* What needs to be done
Every entry below must be retyped exactly, and the pictures must be left out.
*** Data in this exercise ***
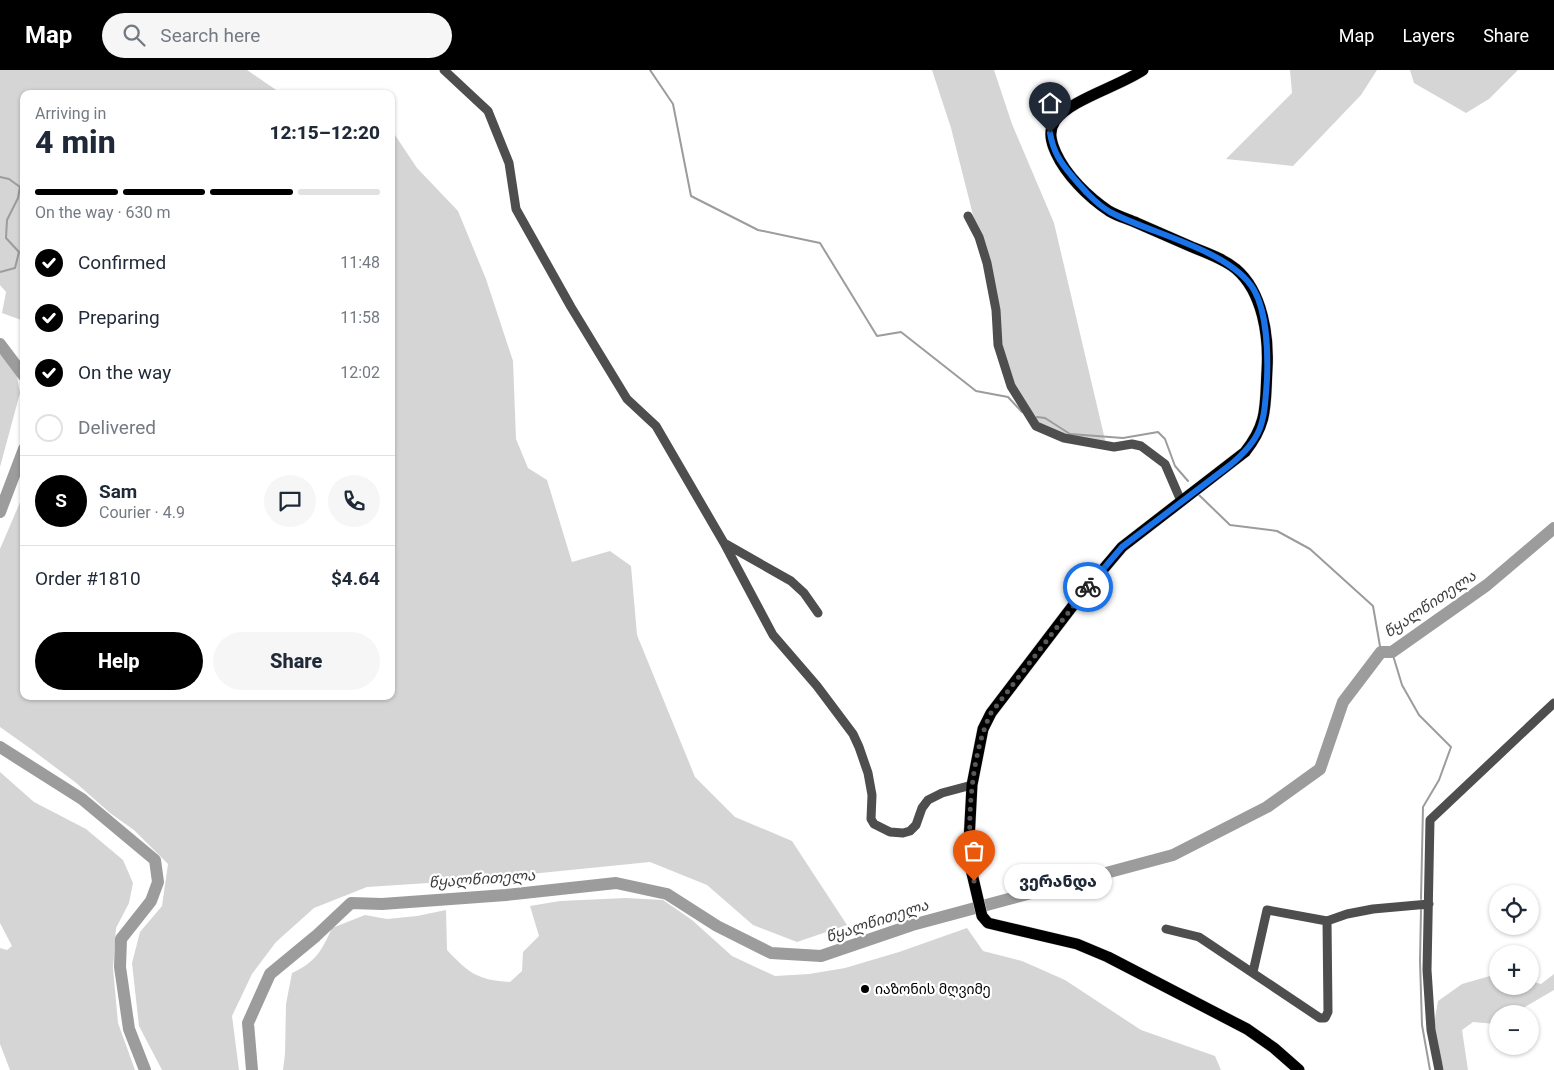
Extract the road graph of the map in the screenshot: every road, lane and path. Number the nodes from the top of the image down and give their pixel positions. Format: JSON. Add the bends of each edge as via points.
{"nodes":[{"id":1,"x":444,"y":70,"type":"edge"},
{"id":2,"x":1143,"y":70,"type":"edge"},
{"id":3,"x":968,"y":216,"type":"dead end"},
{"id":4,"x":1181,"y":502,"type":"junction"},
{"id":5,"x":724,"y":543,"type":"junction"},
{"id":6,"x":818,"y":613,"type":"dead end"},
{"id":7,"x":1554,"y":703,"type":"edge"},
{"id":8,"x":972,"y":785,"type":"junction"},
{"id":9,"x":1429,"y":904,"type":"junction"},
{"id":10,"x":1327,"y":921,"type":"junction"},
{"id":11,"x":1166,"y":929,"type":"dead end"},
{"id":12,"x":1253,"y":972,"type":"junction"},
{"id":13,"x":1299,"y":1070,"type":"edge"},
{"id":14,"x":1439,"y":1070,"type":"edge"}],
"edges":[{"from":1,"to":5,"type":"street","via":[[488,111],[510,163],[516,209],[627,399],[656,426]]},
{"from":2,"to":4,"type":"main road","via":[[1061,113],[1050,133],[1052,146],[1060,162],[1084,191],[1110,211],[1219,258],[1236,269],[1254,290],[1264,317],[1268,366],[1265,416],[1256,438],[1230,465]]},
{"from":3,"to":4,"type":"street","via":[[987,263],[1003,362],[1012,386],[1036,426],[1064,438],[1114,447],[1141,446],[1165,464]]},
{"from":4,"to":8,"type":"main road","via":[[1122,547],[991,713],[983,729]]},
{"from":5,"to":6,"type":"street","via":[[791,581]]},
{"from":5,"to":8,"type":"street","via":[[773,635],[817,686],[860,747],[870,784],[874,824],[890,832],[910,831],[928,800]]},
{"from":7,"to":9,"type":"street","via":[[1430,820]]},
{"from":8,"to":13,"type":"main road","via":[[970,865],[982,916],[992,924],[1076,944],[1108,957],[1247,1029]]},
{"from":9,"to":10,"type":"street","via":[[1374,909]]},
{"from":9,"to":14,"type":"street","via":[[1431,1030]]},
{"from":10,"to":12,"type":"street","via":[[1267,910]]},
{"from":10,"to":12,"type":"street","via":[[1328,1012],[1325,1018],[1320,1018]]},
{"from":11,"to":12,"type":"street","via":[[1199,937]]}]}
*** End of Data in this exercise ***
* Task output
Extract the road graph of the map in the screenshot: every road, lane and path. Number the nodes from the top of the image down and give their pixel positions. Format: JSON. Add the bends of each edge as via points.
{"nodes":[{"id":1,"x":444,"y":70,"type":"edge"},
{"id":2,"x":1143,"y":70,"type":"edge"},
{"id":3,"x":968,"y":216,"type":"dead end"},
{"id":4,"x":1181,"y":502,"type":"junction"},
{"id":5,"x":724,"y":543,"type":"junction"},
{"id":6,"x":818,"y":613,"type":"dead end"},
{"id":7,"x":1554,"y":703,"type":"edge"},
{"id":8,"x":972,"y":785,"type":"junction"},
{"id":9,"x":1429,"y":904,"type":"junction"},
{"id":10,"x":1327,"y":921,"type":"junction"},
{"id":11,"x":1166,"y":929,"type":"dead end"},
{"id":12,"x":1253,"y":972,"type":"junction"},
{"id":13,"x":1299,"y":1070,"type":"edge"},
{"id":14,"x":1439,"y":1070,"type":"edge"}],
"edges":[{"from":1,"to":5,"type":"street","via":[[488,111],[510,163],[516,209],[627,399],[656,426]]},
{"from":2,"to":4,"type":"main road","via":[[1061,113],[1050,133],[1052,146],[1060,162],[1084,191],[1110,211],[1219,258],[1236,269],[1254,290],[1264,317],[1268,366],[1265,416],[1256,438],[1230,465]]},
{"from":3,"to":4,"type":"street","via":[[987,263],[1003,362],[1012,386],[1036,426],[1064,438],[1114,447],[1141,446],[1165,464]]},
{"from":4,"to":8,"type":"main road","via":[[1122,547],[991,713],[983,729]]},
{"from":5,"to":6,"type":"street","via":[[791,581]]},
{"from":5,"to":8,"type":"street","via":[[773,635],[817,686],[860,747],[870,784],[874,824],[890,832],[910,831],[928,800]]},
{"from":7,"to":9,"type":"street","via":[[1430,820]]},
{"from":8,"to":13,"type":"main road","via":[[970,865],[982,916],[992,924],[1076,944],[1108,957],[1247,1029]]},
{"from":9,"to":10,"type":"street","via":[[1374,909]]},
{"from":9,"to":14,"type":"street","via":[[1431,1030]]},
{"from":10,"to":12,"type":"street","via":[[1267,910]]},
{"from":10,"to":12,"type":"street","via":[[1328,1012],[1325,1018],[1320,1018]]},
{"from":11,"to":12,"type":"street","via":[[1199,937]]}]}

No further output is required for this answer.